Family Office Case Studies
A sophisticated European family office, with a €250 million portfolio, identified a strategic need to rebalance its asset allocation. The portfolio was heavily weighted towards Venture Capital (VC), an asset class that had performed exceptionally well but was now viewed as carrying excessive risk given the family's long-term wealth preservation goals. The objective was to reduce the VC allocation from 50% to 30% and increase the Private Equity (PE) allocation from 30% to 50%. This case study demonstrates how the family office used a Net Asset Value (NAV) facility to execute this shift immediately, bridging the liquidity gap while waiting for its illiquid VC stakes to mature.
The primary obstacle to the rebalancing strategy was the illiquid nature of the family’s €125 million in VC investments. A forced sale of these Limited Partner (LP) stakes on the secondary market would likely result in a significant discount to their fair value, destroying wealth. However, waiting for the VC funds to naturally distribute capital (DPI) could take several years, causing the family office to miss out on attractive PE investment opportunities in the current market. The family needed a way to access capital immediately to begin investing in PE, using the anticipated future VC distributions as the repayment source.
The family office structured a €62.5 million NAV facility, representing a 25% Loan-to-Value (LTV) against its total €250 million portfolio.

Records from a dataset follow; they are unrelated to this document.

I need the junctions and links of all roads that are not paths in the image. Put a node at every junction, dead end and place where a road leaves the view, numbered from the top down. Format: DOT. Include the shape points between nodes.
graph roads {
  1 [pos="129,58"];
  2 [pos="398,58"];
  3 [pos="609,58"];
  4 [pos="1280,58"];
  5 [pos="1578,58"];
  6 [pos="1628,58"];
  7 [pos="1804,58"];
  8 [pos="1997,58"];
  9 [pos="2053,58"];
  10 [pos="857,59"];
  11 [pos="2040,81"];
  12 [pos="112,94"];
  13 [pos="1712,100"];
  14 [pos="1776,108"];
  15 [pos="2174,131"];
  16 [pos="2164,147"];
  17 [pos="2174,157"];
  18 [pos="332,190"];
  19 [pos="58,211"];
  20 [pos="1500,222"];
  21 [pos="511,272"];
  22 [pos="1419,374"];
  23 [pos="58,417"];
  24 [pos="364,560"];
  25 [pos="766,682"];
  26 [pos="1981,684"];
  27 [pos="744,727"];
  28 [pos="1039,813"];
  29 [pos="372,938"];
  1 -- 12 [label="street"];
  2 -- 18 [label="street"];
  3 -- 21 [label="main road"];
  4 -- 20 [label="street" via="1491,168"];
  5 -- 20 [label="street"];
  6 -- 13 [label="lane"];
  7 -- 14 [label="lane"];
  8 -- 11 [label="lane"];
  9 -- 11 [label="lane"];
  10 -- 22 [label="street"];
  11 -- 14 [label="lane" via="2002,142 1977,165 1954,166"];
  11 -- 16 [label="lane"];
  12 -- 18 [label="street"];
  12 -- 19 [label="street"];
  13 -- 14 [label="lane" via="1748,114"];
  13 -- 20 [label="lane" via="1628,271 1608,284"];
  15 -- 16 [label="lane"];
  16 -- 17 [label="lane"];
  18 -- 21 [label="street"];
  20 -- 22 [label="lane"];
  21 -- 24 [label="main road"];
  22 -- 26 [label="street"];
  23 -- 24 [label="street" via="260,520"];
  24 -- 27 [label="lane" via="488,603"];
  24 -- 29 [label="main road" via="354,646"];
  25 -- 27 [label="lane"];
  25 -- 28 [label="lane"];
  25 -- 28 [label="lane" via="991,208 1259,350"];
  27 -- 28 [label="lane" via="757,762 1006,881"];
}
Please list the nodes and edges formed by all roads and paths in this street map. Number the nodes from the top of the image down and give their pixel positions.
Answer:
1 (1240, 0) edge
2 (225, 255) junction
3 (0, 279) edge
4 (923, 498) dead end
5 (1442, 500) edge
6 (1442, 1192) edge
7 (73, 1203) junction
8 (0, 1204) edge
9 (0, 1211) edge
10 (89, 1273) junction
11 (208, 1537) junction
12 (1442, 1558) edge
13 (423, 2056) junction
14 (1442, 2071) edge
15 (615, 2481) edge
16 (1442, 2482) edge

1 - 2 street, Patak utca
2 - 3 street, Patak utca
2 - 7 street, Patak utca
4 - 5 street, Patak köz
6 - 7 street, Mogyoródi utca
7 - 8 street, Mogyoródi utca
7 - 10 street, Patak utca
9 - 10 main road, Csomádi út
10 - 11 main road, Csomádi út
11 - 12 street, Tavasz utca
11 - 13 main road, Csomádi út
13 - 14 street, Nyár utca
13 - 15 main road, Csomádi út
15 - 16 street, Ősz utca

The facility was structured with a 5-year term and a fixed 11% Payment-in-Kind (PIK) interest rate, providing cost certainty and preserving cash flow by deferring interest payments.
The key to the strategy was the repayment plan. The facility was designed to be paid down over a 3-year period using the distributions from its maturing VC fund investments. Crucially, the family office also retained the option to repay the facility from its other assets (€50 million in a liquid portfolio) if the VC distributions failed to materialize as expected, providing a robust fallback plan.
The €62.5 million in proceeds from the NAV facility were immediately deployed to make new investments in PE funds, kick-starting the rebalancing process. This allowed the family office to de-risk its portfolio by increasing its allocation to the more stable, cash-flow-generative PE asset class without having to sell its VC assets at a discount.
As anticipated, the family’s VC portfolio began generating significant distributions in the following years. These cash inflows were used to aggressively pay down the NAV facility. The combination of the high PIK interest rate and the large, front-loaded repayments meant the facility was fully paid off within the planned 3-year window.
The NAV facility enabled the family office to successfully execute its strategic objective. It immediately bridged the liquidity gap, allowing for a timely shift into PE while avoiding a value-destructive fire sale of its VC assets. The facility was fully repaid within three years, demonstrating the effectiveness of using future fund distributions as a reliable repayment source.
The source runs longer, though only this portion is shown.